2025-05-13 15:34:41 -07:00
parent 3763423dc7
commit 069c221292
11 changed files with 1630 additions and 15 deletions
--- a/testing/fake-llm-server/README.md
+++ b/testing/fake-llm-server/README.md
@@ -0,0 +1,116 @@
+# Fake LLM Server
+
+A simple server that mimics the OpenAI streaming chat completions API for testing purposes.
+
+## Features
+
+- Implements a basic version of the OpenAI chat completions API
+- Supports both streaming and non-streaming responses
+- Always responds with "hello world" message
+- Simulates a 429 rate limit error when the last message is "[429]"

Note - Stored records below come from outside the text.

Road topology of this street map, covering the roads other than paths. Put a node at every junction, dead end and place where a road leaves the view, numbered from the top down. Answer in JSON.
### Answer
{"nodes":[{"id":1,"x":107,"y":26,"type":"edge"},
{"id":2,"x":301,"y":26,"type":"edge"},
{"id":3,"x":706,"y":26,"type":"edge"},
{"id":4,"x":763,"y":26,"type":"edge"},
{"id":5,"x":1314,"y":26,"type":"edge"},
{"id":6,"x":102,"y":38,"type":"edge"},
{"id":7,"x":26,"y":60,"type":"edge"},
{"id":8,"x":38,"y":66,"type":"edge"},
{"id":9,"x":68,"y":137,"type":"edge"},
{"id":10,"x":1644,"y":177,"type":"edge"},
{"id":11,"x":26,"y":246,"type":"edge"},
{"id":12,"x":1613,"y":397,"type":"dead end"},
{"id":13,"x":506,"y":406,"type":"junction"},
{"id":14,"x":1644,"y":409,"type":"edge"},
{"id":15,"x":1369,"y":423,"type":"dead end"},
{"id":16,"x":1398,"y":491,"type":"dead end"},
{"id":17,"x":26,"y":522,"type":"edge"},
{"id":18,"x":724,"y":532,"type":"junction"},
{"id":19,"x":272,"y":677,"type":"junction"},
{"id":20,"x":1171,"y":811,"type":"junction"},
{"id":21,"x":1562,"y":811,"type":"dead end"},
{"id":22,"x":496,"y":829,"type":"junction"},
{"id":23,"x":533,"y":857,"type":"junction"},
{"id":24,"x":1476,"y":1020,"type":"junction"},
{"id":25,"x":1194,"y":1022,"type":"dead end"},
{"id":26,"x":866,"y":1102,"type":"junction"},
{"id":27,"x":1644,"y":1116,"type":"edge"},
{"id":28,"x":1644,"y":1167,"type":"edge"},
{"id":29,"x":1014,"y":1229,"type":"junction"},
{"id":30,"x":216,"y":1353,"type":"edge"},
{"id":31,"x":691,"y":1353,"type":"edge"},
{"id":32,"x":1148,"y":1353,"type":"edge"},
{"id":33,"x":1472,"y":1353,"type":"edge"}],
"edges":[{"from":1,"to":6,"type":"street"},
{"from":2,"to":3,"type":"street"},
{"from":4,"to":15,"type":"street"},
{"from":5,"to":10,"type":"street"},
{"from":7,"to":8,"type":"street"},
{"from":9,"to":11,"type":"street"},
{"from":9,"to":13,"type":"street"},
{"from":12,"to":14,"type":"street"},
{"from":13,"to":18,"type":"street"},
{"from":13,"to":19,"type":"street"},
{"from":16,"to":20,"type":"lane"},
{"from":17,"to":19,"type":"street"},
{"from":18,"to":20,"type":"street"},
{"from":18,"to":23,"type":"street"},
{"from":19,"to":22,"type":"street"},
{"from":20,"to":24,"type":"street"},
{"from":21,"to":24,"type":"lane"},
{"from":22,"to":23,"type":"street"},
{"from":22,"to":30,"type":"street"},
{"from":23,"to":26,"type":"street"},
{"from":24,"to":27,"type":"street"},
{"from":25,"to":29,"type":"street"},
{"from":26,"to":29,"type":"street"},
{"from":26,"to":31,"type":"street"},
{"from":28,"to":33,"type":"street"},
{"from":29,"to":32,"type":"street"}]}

+- Configurable through environment variables
+
+## Installation
+
+```bash
+npm install
+```
+
+## Usage
+
+Start the server:
+
+```bash
+# Development mode
+npm run dev
+
+# Production mode
+npm run build
+npm start
+```
+
+### Example usage
+
+```
+curl -X POST http://localhost:3500/v1/chat/completions \
+  -H "Content-Type: application/json" \
+  -d '{"messages":[{"role":"user","content":"Say something"}],"model":"any-model","stream":true}'
+```
+
+The server will be available at http://localhost:3500 by default.
+
+## API Endpoints
+
+### POST /v1/chat/completions
+
+This endpoint mimics OpenAI's chat completions API.
+
+#### Request Format
+
+```json
+{
+  "messages": [{ "role": "user", "content": "Your prompt here" }],
+  "model": "any-model",
+  "stream": true
+}
+```
+
+- Set `stream: true` to receive a streaming response
+- Set `stream: false` or omit it for a regular JSON response
+
+#### Response
+
+For non-streaming requests, you'll get a standard JSON response:
+
+```json
+{
+  "id": "chatcmpl-123456789",
+  "object": "chat.completion",
+  "created": 1699000000,
+  "model": "fake-model",
+  "choices": [
+    {
+      "index": 0,
+      "message": {
+        "role": "assistant",
+        "content": "hello world"
+      },
+      "finish_reason": "stop"
+    }
+  ]
+}
+```
+
+For streaming requests, you'll receive a series of server-sent events (SSE), each containing a chunk of the response.
+
+### Simulating Rate Limit Errors
+
+To test how your application handles rate limiting, send a message with content exactly equal to `[429]`:
+
+```json
+{
+  "messages": [{ "role": "user", "content": "[429]" }],
+  "model": "any-model"
+}
+```
+
+This will return a 429 status code with the following response:
+
+```json
+{
+  "error": {
+    "message": "Too many requests. Please try again later.",
+    "type": "rate_limit_error",
+    "param": null,
+    "code": "rate_limit_exceeded"
+  }
+}
+```
+
+## Configuration
+
+You can configure the server by modifying the `PORT` variable in the code.
+
+## Use Case
+
+This server is primarily intended for testing applications that integrate with OpenAI's API, allowing you to develop and test without making actual API calls to OpenAI.